* [WORK ITEM]: The string "Oriole" appears in some lines of the data. Report how many, with no other words.

* [EXERCISE INPUTS]:
[Start of Attachment]

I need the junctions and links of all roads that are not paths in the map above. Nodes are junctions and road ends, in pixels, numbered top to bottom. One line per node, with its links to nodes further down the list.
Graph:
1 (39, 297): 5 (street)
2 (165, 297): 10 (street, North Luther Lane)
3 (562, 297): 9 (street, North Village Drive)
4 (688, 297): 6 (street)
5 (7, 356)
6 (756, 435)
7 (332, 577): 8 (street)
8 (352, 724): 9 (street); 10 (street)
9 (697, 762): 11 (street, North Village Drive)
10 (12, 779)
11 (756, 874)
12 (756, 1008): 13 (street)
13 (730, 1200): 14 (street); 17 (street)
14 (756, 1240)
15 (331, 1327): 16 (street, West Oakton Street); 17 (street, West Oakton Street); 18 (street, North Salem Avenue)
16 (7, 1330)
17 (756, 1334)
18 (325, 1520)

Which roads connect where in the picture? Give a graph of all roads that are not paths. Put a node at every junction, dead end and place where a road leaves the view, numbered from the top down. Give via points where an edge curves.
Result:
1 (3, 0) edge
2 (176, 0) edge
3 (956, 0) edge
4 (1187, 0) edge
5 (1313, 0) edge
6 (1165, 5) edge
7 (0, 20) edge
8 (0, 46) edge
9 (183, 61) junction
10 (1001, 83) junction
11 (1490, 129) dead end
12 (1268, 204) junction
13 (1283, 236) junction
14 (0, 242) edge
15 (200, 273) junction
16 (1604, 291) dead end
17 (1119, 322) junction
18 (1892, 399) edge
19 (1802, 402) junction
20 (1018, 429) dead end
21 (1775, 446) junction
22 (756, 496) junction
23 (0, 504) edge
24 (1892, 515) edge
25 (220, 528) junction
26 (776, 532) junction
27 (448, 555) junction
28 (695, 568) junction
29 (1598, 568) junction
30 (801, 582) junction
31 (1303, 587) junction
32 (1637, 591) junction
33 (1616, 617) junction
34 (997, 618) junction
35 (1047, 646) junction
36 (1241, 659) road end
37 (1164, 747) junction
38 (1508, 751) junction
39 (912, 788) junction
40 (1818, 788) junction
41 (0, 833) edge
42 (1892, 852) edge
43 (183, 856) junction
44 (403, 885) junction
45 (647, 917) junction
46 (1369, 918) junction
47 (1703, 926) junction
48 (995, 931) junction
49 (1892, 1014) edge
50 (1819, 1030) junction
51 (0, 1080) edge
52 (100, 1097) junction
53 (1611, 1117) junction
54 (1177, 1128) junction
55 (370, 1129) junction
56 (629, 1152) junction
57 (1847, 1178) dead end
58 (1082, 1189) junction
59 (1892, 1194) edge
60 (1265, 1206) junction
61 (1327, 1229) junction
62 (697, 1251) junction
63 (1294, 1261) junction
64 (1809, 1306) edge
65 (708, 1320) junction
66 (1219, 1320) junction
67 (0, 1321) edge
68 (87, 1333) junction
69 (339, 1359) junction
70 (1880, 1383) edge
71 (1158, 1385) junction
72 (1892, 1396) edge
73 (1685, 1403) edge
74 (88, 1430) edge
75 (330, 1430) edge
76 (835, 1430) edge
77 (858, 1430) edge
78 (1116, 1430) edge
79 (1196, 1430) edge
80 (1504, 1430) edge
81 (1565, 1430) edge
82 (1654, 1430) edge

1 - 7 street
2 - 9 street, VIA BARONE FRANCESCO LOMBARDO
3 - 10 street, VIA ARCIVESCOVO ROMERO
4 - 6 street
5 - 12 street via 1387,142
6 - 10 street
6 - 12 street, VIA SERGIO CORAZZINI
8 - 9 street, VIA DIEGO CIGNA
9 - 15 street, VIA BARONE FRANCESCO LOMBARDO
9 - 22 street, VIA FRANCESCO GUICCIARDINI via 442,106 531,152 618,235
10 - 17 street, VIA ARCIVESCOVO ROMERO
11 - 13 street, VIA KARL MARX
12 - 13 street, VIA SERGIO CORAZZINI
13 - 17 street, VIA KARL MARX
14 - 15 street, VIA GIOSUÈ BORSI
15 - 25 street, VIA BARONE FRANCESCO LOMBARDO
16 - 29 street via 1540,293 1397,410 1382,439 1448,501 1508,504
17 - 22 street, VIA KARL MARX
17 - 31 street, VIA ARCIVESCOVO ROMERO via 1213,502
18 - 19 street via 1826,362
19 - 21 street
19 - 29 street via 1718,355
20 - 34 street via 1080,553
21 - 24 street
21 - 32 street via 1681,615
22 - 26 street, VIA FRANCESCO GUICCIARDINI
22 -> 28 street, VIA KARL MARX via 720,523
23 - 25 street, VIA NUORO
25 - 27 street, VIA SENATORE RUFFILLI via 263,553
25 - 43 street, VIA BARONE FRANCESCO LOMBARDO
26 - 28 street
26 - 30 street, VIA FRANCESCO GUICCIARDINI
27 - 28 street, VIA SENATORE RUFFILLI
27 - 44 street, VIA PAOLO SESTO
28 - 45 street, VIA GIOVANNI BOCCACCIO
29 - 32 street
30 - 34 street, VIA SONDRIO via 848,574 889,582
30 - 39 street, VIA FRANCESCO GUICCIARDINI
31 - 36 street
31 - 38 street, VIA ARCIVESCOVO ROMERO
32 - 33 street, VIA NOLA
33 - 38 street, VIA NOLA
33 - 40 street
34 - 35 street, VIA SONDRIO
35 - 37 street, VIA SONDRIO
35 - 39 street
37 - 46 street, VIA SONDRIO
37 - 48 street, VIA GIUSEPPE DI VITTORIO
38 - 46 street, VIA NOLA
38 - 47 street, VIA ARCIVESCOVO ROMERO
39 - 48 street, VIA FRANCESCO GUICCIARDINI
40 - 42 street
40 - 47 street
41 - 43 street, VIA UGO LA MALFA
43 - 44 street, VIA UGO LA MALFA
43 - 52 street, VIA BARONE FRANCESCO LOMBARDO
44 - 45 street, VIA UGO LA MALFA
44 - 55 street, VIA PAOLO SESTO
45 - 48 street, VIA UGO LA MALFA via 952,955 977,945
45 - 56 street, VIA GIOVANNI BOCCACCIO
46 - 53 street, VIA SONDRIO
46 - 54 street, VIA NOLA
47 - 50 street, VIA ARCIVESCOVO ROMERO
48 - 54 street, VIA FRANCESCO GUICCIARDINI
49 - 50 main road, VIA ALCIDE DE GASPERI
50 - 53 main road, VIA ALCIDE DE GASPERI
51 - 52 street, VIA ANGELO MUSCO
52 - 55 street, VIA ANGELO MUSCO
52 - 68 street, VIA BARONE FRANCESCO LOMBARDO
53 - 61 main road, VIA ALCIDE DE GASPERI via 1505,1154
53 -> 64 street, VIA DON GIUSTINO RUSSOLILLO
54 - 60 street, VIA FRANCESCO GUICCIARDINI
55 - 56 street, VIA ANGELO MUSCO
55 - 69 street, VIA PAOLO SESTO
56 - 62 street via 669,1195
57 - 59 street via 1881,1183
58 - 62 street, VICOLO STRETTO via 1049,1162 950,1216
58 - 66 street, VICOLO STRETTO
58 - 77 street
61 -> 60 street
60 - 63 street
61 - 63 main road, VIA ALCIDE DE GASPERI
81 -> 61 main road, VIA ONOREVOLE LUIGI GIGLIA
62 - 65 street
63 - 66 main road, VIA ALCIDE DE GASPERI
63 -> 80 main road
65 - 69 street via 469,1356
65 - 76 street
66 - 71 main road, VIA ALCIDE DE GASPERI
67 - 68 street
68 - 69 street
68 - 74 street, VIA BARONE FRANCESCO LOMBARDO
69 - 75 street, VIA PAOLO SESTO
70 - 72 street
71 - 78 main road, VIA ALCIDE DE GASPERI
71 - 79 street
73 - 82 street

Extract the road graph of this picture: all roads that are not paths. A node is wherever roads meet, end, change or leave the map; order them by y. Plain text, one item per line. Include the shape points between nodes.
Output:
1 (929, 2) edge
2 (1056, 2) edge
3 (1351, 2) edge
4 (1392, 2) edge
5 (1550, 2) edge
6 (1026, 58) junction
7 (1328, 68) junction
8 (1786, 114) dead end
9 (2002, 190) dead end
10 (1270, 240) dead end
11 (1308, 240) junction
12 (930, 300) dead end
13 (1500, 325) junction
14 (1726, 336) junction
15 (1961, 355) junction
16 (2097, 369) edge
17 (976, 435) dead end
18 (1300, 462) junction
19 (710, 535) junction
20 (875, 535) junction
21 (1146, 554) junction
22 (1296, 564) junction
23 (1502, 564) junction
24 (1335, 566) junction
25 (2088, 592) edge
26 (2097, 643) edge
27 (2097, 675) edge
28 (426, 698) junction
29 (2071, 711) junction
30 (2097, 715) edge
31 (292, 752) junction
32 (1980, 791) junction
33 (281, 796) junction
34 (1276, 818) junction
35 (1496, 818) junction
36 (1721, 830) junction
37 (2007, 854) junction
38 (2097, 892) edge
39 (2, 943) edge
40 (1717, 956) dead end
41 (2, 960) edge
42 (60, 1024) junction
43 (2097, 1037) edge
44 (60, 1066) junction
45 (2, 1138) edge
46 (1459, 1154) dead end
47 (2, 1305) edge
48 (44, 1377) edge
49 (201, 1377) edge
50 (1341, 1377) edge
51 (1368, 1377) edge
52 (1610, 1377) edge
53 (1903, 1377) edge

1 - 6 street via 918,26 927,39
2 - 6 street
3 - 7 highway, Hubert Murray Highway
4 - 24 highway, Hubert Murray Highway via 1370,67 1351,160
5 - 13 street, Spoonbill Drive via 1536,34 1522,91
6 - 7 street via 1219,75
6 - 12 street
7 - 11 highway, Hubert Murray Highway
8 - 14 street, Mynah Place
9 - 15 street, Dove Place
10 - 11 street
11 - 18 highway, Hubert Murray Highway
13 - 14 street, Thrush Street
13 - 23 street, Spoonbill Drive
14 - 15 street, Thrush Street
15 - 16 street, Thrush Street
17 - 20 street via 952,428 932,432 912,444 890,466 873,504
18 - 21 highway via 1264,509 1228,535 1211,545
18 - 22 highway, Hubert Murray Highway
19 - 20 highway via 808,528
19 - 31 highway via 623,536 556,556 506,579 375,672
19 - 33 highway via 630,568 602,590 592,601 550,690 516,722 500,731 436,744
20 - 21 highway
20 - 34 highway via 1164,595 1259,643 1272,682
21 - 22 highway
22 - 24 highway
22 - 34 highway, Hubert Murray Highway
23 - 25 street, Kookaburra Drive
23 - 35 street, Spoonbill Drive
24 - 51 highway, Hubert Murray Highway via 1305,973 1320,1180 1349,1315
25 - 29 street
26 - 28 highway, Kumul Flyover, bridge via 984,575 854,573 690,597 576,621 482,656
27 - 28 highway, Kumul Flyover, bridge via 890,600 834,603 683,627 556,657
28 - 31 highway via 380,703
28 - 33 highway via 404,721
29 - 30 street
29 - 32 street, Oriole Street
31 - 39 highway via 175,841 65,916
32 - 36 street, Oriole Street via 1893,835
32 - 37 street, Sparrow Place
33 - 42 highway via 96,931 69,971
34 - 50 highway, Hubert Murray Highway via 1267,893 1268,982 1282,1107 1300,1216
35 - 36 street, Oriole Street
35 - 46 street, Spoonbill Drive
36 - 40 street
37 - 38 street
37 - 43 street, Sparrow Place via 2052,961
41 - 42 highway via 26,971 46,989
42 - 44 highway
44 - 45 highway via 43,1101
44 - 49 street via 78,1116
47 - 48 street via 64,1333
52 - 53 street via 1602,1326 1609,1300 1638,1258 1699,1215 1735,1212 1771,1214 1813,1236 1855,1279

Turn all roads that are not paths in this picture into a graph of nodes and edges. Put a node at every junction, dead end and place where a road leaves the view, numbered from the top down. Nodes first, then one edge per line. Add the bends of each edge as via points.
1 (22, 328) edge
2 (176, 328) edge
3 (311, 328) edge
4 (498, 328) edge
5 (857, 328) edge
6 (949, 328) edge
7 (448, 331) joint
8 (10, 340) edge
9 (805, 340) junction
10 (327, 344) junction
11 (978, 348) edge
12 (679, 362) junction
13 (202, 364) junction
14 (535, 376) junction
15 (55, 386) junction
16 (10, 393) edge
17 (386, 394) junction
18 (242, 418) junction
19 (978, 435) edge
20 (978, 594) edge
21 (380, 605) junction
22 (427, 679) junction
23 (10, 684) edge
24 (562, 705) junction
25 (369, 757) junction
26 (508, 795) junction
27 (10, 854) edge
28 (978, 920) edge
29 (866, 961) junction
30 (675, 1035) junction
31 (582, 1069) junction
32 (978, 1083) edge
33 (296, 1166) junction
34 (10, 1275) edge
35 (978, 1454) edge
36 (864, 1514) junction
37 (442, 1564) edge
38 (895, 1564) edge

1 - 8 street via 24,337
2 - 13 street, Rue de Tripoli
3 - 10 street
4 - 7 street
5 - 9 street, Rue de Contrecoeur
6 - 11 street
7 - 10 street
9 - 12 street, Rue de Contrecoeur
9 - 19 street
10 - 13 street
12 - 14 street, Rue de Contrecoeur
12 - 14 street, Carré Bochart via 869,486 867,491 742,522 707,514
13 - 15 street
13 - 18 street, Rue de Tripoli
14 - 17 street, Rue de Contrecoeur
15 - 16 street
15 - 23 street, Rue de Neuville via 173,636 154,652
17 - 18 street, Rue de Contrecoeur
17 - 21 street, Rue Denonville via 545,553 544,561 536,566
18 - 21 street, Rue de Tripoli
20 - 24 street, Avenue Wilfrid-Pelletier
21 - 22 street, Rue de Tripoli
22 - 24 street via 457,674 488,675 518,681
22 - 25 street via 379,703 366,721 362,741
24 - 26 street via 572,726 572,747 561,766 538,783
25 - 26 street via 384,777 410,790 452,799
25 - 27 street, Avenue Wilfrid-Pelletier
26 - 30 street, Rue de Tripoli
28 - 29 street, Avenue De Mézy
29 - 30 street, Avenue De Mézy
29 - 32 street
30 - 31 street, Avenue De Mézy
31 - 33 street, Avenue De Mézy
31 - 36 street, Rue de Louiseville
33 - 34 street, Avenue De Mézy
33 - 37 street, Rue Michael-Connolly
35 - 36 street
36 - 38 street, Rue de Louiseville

[End of Attachment]

* [TASK RESULT]: 3